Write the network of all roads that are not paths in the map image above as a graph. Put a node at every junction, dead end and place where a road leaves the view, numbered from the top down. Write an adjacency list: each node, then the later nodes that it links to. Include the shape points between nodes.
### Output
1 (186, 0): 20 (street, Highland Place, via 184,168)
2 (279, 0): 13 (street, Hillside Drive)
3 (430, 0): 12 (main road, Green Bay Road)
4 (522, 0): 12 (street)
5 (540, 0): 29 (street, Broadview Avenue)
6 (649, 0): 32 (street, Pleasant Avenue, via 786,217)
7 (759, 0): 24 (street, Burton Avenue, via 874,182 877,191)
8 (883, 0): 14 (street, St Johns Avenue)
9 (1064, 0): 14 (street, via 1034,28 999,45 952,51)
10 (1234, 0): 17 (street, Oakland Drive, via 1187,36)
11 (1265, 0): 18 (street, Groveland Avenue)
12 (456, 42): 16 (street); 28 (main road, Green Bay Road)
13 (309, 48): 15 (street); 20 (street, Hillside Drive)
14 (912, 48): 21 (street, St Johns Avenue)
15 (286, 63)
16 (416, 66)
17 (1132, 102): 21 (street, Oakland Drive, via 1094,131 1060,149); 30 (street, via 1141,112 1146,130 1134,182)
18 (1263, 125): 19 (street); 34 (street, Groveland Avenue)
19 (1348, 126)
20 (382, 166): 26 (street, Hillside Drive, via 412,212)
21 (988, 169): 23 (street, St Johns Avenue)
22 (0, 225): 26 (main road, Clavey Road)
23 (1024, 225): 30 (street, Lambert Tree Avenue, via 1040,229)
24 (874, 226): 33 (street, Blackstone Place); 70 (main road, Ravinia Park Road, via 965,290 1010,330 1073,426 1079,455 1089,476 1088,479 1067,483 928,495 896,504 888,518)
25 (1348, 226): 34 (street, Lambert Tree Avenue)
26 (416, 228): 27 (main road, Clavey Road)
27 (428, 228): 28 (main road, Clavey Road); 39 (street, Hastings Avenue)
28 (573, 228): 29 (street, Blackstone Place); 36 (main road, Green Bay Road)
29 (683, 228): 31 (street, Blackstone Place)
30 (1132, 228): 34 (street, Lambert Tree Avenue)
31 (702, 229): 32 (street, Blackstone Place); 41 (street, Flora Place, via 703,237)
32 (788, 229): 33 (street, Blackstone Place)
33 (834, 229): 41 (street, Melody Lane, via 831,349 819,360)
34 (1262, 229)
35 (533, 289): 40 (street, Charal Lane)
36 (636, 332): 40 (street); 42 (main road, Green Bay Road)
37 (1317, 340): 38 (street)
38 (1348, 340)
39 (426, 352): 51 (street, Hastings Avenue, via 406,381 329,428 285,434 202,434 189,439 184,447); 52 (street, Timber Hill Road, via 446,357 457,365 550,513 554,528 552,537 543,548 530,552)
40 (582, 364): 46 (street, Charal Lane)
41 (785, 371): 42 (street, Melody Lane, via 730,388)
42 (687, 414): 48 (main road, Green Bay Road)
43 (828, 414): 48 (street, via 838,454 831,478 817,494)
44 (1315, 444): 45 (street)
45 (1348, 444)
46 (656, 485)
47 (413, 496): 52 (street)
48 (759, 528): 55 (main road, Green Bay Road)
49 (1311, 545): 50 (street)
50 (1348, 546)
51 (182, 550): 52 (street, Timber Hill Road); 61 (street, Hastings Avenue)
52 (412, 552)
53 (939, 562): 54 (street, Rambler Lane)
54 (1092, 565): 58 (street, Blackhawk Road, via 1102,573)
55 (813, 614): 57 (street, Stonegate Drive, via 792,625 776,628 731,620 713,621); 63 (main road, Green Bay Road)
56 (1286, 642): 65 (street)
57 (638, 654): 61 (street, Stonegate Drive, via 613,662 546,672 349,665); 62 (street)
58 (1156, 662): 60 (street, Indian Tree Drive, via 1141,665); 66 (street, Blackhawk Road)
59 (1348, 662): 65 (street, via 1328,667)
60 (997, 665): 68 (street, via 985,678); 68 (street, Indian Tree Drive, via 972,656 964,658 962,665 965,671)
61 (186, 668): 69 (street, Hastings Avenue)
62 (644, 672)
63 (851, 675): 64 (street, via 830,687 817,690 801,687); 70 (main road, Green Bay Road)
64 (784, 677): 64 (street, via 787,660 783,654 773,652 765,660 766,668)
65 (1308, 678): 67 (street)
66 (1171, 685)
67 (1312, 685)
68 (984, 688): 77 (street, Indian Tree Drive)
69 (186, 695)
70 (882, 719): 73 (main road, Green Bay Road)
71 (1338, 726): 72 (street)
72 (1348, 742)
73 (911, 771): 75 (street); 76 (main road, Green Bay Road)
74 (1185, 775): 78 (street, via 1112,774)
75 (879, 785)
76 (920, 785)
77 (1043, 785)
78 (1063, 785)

──────────────────────────────

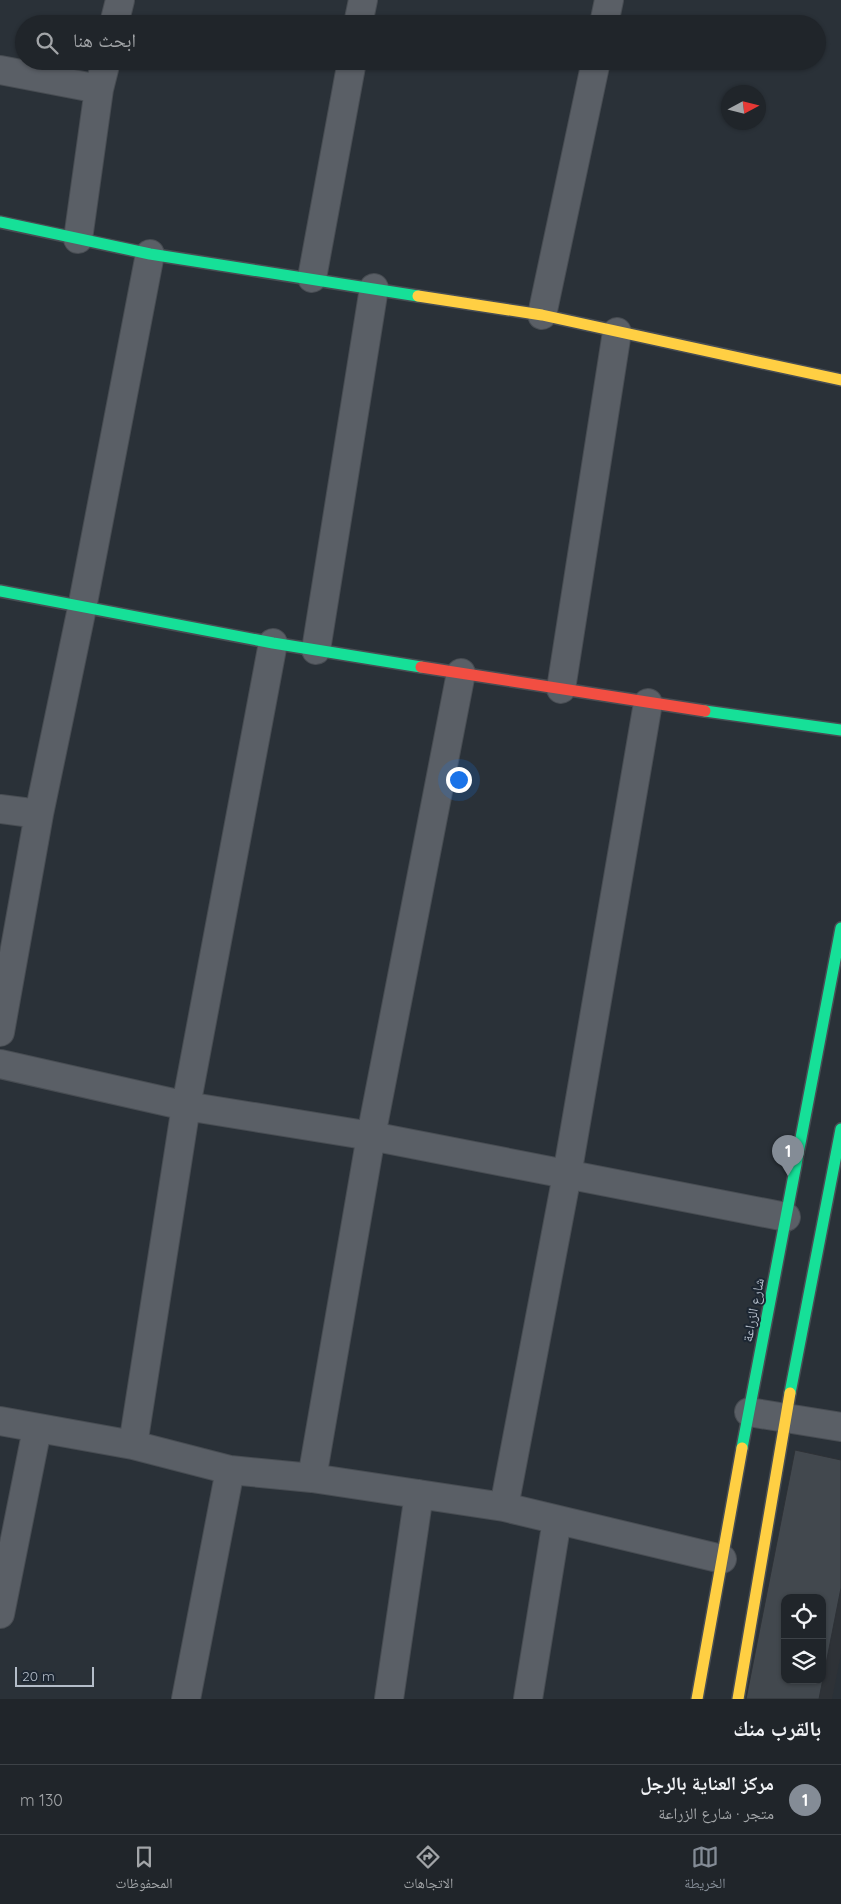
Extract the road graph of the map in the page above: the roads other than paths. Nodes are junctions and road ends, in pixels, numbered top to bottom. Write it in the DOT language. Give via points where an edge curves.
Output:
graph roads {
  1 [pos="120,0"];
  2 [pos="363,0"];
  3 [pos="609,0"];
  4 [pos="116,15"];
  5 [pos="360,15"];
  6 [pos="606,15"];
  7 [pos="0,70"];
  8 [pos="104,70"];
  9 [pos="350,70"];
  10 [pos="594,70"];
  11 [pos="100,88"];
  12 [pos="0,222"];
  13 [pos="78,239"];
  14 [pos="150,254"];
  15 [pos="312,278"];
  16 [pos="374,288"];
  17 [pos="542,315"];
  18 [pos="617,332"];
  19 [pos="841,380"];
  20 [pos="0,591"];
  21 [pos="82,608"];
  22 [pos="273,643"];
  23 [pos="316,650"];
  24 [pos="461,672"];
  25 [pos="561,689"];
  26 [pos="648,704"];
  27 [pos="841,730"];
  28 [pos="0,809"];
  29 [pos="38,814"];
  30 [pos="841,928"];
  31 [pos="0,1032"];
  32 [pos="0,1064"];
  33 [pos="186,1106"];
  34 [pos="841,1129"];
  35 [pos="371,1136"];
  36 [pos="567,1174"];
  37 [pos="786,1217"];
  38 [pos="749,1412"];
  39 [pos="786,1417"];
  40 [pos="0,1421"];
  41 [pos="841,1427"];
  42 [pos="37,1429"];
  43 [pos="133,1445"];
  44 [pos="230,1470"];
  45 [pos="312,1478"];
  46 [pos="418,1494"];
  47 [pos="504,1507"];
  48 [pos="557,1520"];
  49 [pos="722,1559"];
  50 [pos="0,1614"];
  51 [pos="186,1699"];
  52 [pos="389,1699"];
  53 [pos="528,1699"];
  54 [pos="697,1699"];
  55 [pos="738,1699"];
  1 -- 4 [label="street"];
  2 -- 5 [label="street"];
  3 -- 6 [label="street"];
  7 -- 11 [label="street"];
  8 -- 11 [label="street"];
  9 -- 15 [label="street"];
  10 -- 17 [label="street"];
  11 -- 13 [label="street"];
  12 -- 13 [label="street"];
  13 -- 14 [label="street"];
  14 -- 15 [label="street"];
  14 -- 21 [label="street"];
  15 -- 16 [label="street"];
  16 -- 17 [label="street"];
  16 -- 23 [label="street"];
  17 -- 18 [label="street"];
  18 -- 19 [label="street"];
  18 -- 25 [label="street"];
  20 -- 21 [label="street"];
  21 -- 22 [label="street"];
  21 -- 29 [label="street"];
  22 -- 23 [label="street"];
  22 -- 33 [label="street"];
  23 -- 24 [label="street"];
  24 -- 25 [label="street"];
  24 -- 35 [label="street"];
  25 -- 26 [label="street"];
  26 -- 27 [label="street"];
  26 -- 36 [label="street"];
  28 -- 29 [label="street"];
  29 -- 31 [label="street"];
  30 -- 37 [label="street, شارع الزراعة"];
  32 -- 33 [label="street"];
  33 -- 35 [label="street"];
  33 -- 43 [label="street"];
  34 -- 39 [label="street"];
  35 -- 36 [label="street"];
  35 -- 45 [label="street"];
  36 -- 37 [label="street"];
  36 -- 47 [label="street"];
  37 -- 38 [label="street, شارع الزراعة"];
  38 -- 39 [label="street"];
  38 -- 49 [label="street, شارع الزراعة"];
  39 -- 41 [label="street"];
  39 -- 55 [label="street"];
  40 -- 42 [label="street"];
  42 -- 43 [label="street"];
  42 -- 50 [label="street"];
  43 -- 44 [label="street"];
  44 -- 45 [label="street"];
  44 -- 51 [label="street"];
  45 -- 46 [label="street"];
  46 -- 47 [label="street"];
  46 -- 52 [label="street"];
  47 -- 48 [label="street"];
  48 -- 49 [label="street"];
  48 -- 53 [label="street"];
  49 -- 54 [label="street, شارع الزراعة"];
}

──────────────────────────────

_Problem details_
Which lines in the records above contain the string "Groveland"? Copy them.

_Response to this exercise_
11 (1265, 0): 18 (street, Groveland Avenue)
18 (1263, 125): 19 (street); 34 (street, Groveland Avenue)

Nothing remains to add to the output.